Exercise objective: All that should come back is the lines of the data below from the one containing "index dip: (244, 101)" to the one containing "pinky tip: (173, 158)", inclusive, exactly as they stand.
******
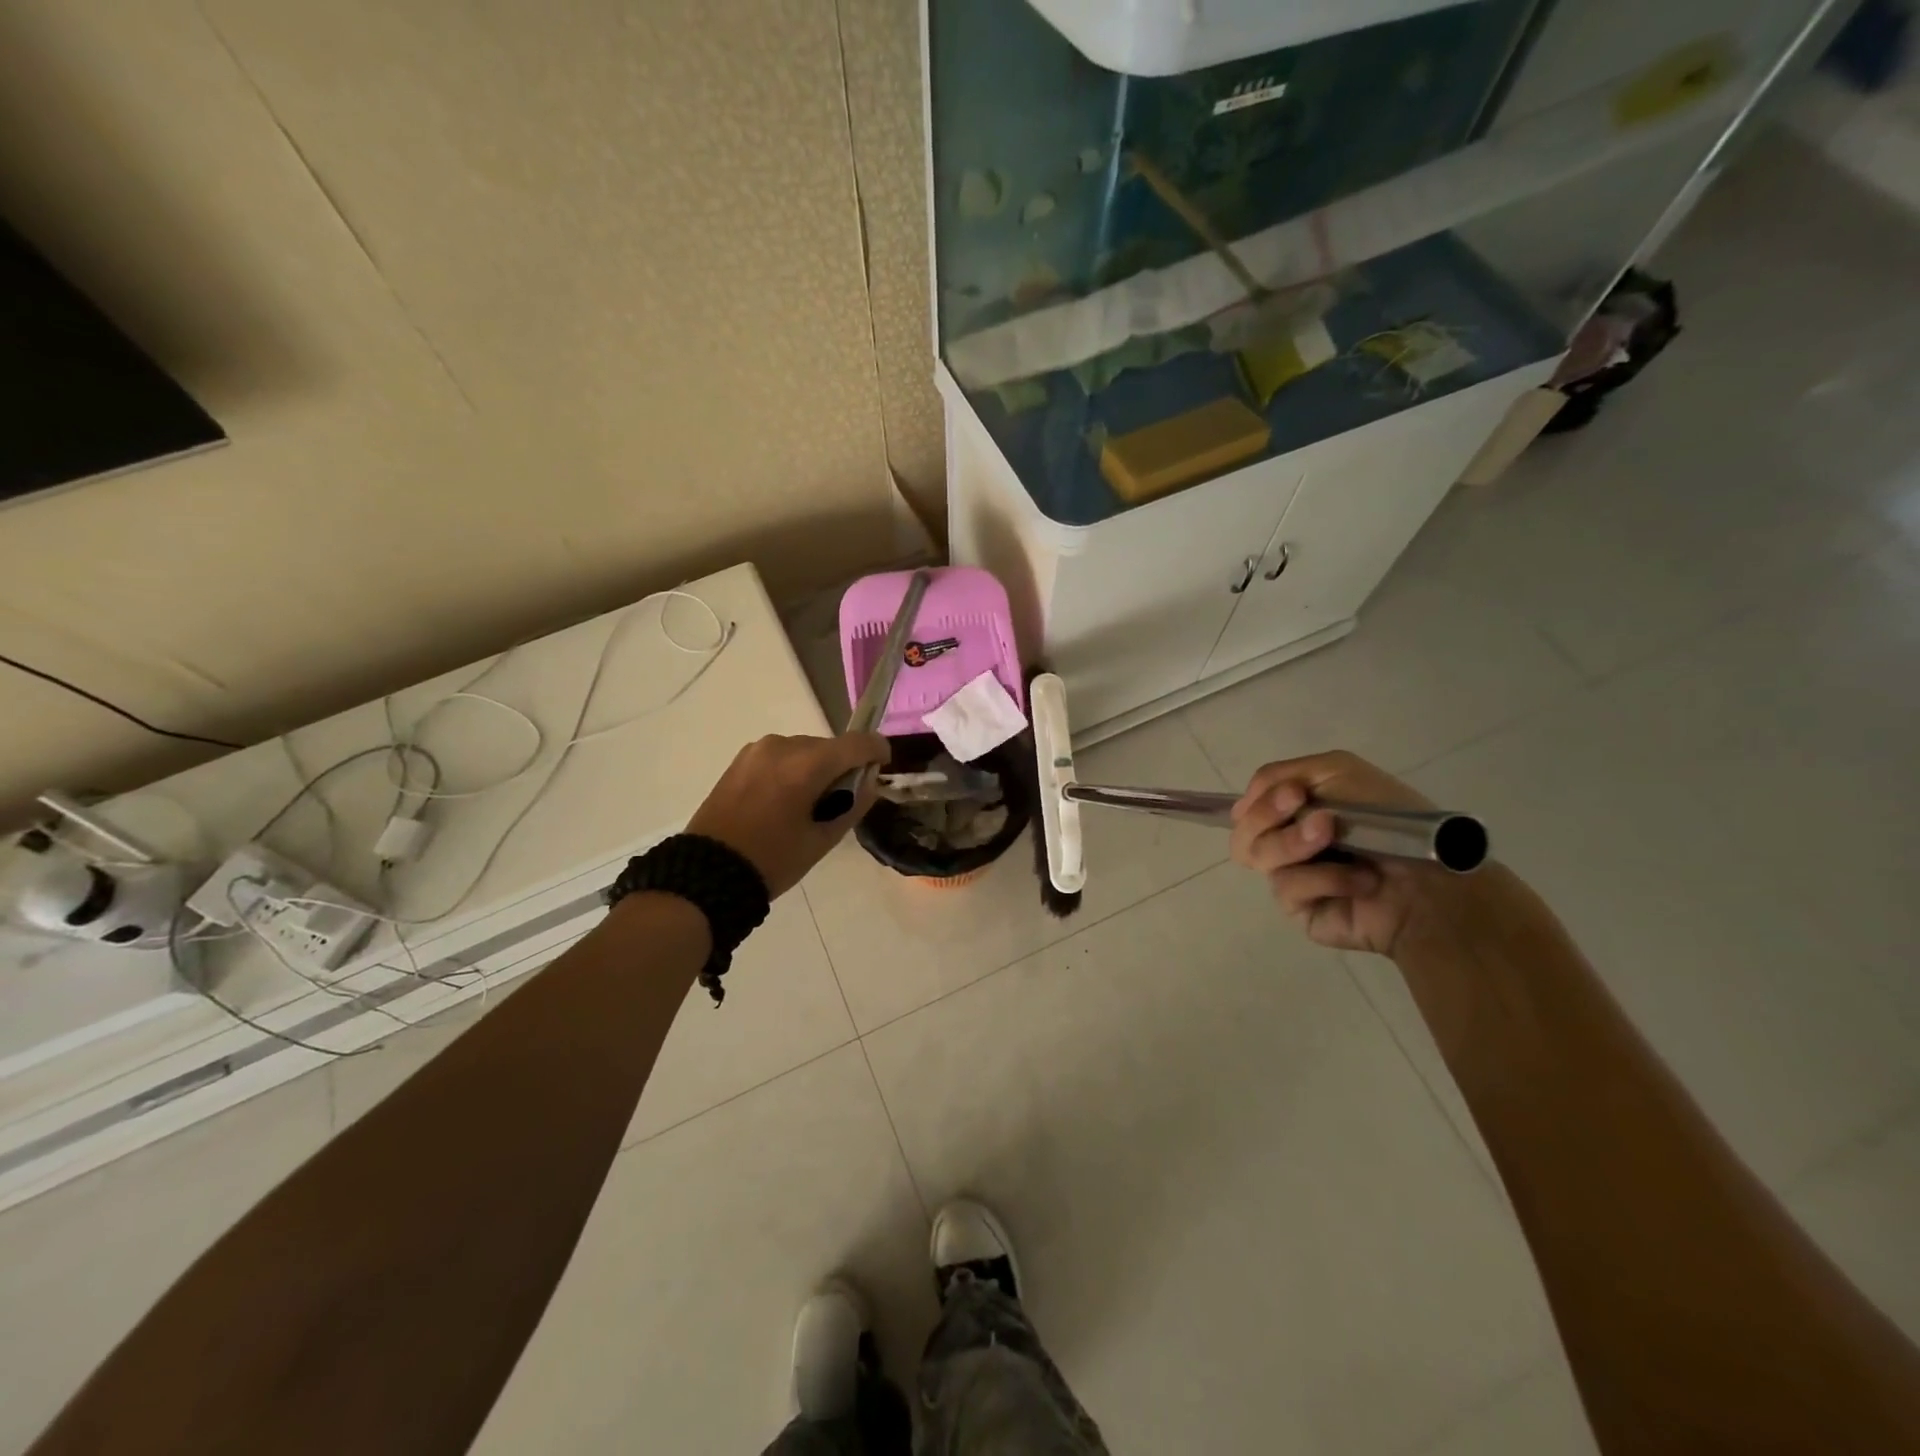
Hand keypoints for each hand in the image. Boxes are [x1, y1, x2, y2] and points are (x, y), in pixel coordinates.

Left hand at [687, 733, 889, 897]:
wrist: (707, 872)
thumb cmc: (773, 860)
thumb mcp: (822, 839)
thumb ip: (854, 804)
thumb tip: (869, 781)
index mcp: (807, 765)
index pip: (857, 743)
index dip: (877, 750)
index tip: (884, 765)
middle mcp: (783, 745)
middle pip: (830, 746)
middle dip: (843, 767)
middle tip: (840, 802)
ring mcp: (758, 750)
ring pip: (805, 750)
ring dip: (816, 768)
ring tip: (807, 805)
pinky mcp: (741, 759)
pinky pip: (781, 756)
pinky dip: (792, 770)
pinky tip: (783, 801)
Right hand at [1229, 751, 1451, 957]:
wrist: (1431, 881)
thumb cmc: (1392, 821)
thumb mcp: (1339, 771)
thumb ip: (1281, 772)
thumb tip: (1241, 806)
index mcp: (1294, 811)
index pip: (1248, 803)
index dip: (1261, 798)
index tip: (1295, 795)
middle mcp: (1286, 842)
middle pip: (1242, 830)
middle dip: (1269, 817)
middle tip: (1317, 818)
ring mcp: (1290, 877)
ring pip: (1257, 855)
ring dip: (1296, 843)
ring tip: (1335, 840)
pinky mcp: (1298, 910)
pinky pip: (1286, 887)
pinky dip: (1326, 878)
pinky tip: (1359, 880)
******
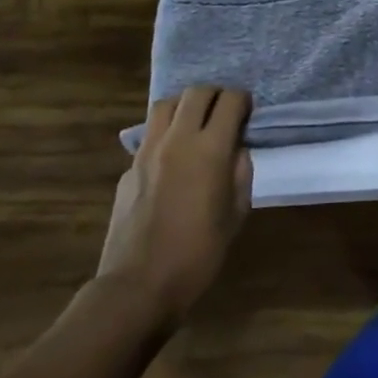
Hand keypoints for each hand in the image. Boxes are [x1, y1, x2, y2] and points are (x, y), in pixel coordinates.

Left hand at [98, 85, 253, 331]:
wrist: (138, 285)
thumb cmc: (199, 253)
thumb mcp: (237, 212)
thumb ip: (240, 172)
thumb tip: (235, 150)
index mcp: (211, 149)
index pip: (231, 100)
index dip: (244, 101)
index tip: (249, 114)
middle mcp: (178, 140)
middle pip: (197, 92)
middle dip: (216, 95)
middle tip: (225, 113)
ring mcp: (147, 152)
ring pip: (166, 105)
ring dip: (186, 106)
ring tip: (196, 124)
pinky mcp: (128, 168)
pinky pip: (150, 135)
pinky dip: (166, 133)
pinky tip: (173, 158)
******
Answer for the task:
index dip: (244, 101)
index tip: (249, 114)
middle mcp: (178, 140)
middle pip: (197, 92)
middle dip: (216, 95)
middle tip: (225, 113)
ring mcp: (147, 152)
ring pip: (166, 105)
ring dip: (186, 106)
ring tip: (196, 124)
pinky mcp: (128, 168)
pinky pip: (150, 135)
pinky dip: (166, 133)
pinky tip: (173, 158)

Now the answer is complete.